*** Opening of Records shown ***

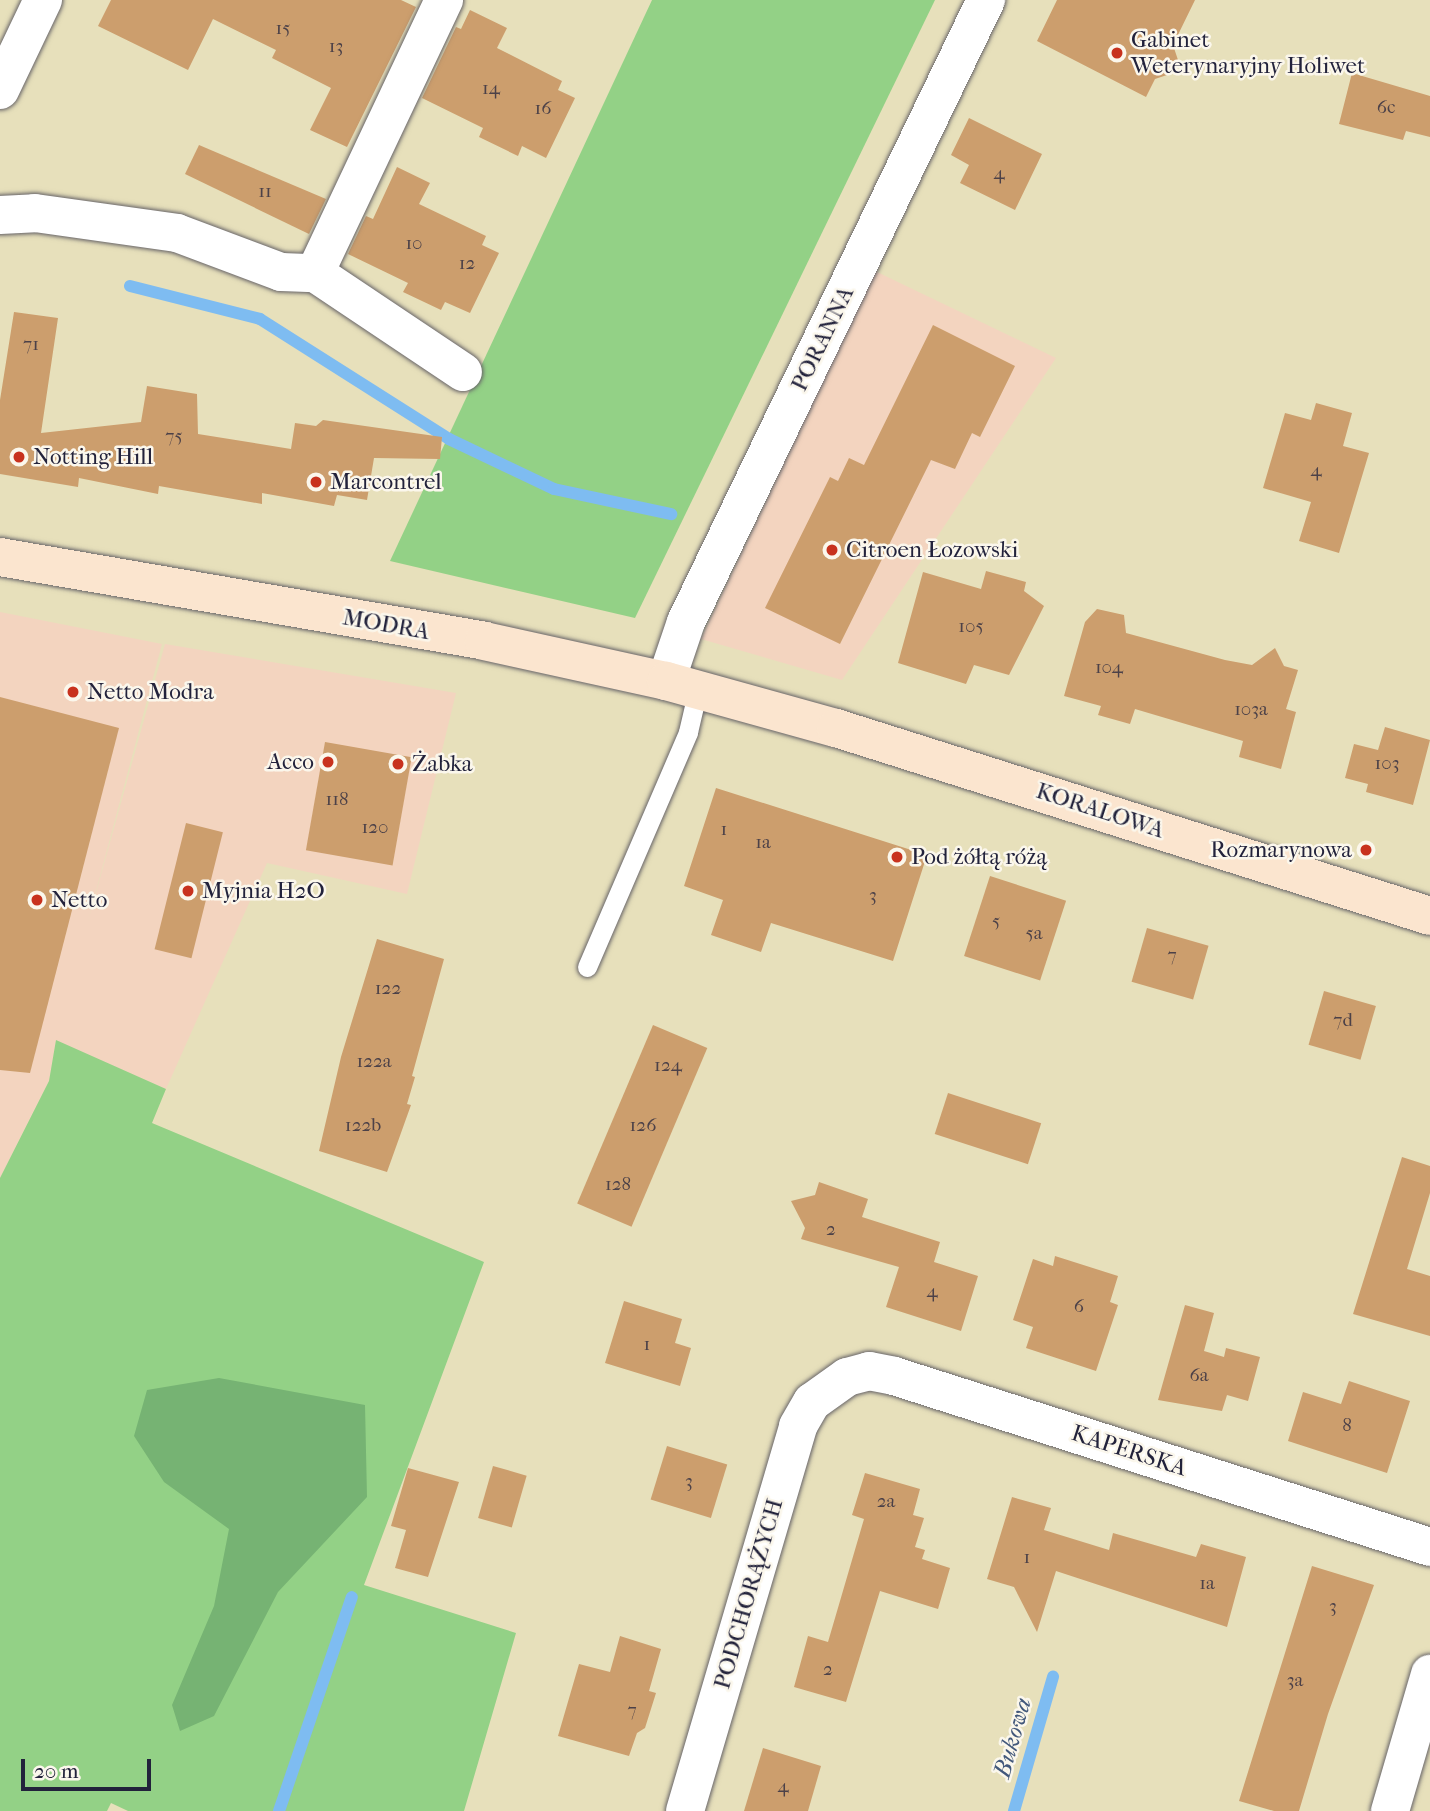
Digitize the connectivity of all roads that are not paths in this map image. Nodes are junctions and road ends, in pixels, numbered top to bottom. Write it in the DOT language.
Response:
graph roads {
  1 [pos="43,0"];
  2 [pos="444,0"];
  3 [pos="986,0"];
  4 [pos="0,90"];
  5 [pos="0,215"];
  6 [pos="315,274"];
  7 [pos="463,372"];
  8 [pos="0,556"];
  9 [pos="682,685"];
  10 [pos="769,708"];
  11 [pos="1430,916"];
  12 [pos="587,967"];
  13 [pos="830,1387"];
  14 [pos="1430,1547"];
  15 [pos="1430,1674"];
  16 [pos="685,1811"];
  17 [pos="1390,1811"];
  1 -- 4 [label="street"];
  2 -- 6 [label="street"];
  3 -- 9 [label="street, PORANNA"];
  5 -- 6 [label="street"];
  6 -- 7 [label="street"];
  8 -- 9 [label="street, MODRA"];
  9 -- 10 [label="street, MODRA"];
  9 -- 12 [label="lane"];
  10 -- 11 [label="street, KORALOWA"];
  13 -- 14 [label="street, KAPERSKA"];
  13 -- 16 [label="street, PODCHORĄŻYCH"];
  15 -- 17 [label="street"];
}
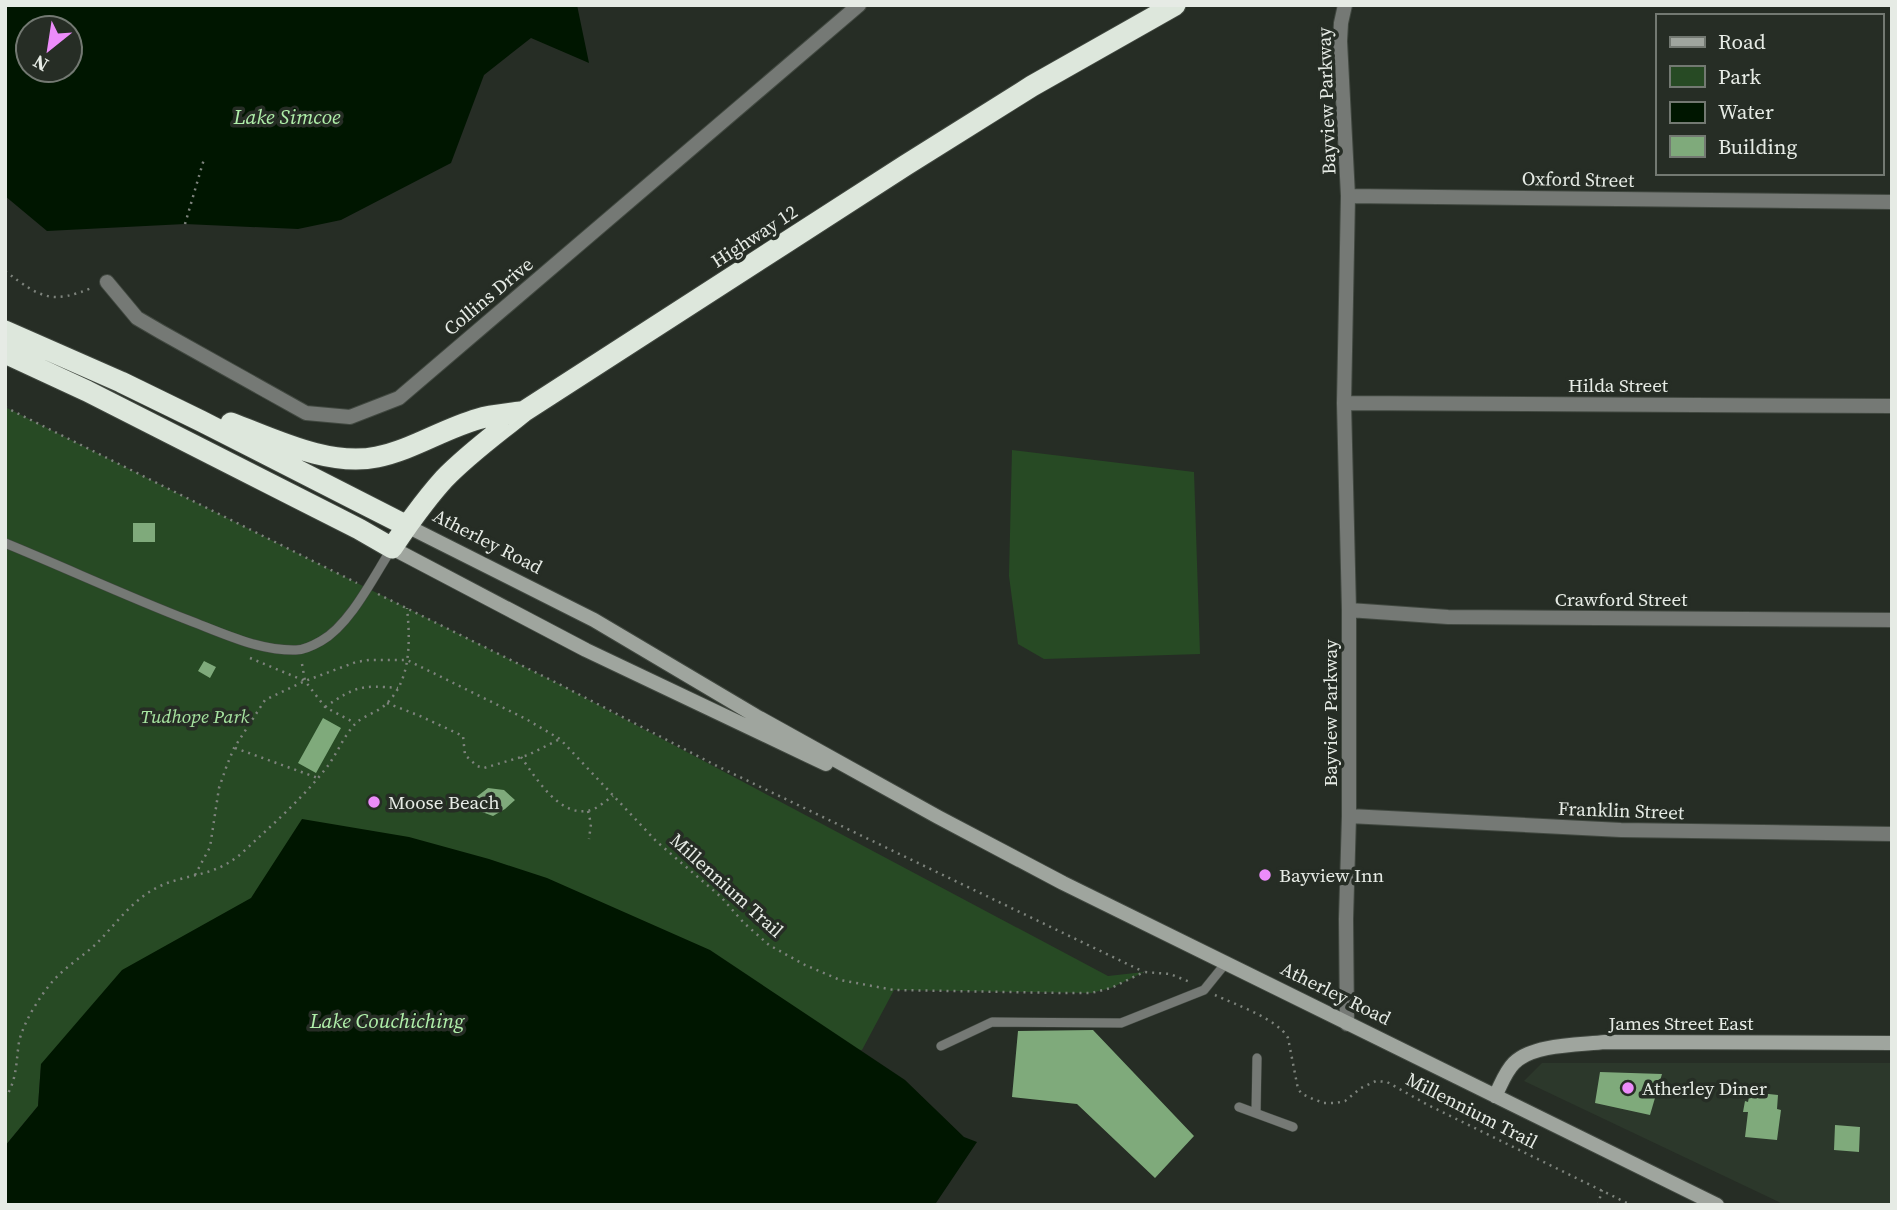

*** Close of Records shown ***

■ **Aim of the task**: From the first record to the last, transcribe everything exactly but drop the pictures.

■ **Final answer**:
Digitize the connectivity of all roads that are not paths in this map image. Nodes are junctions and road ends, in pixels, numbered top to bottom. Write it in the DOT language.
Response:
graph roads {
  1 [pos="43,0"];
  2 [pos="444,0"];
  3 [pos="986,0"];
  4 [pos="0,90"];
  5 [pos="0,215"];
  6 [pos="315,274"];
  7 [pos="463,372"];
  8 [pos="0,556"];
  9 [pos="682,685"];
  10 [pos="769,708"];
  11 [pos="1430,916"];
  12 [pos="587,967"];
  13 [pos="830,1387"];
  14 [pos="1430,1547"];
  15 [pos="1430,1674"];
  16 [pos="685,1811"];
  17 [pos="1390,1811"];
  1 -- 4 [label="street"];
  2 -- 6 [label="street"];
  3 -- 9 [label="street, PORANNA"];
  5 -- 6 [label="street"];
  6 -- 7 [label="street"];
  8 -- 9 [label="street, MODRA"];
  9 -- 10 [label="street, MODRA"];
  9 -- 12 [label="lane"];
  10 -- 11 [label="street, KORALOWA"];
  13 -- 14 [label="street, KAPERSKA"];
  13 -- 16 [label="street, PODCHORĄŻYCH"];
  15 -- 17 [label="street"];
}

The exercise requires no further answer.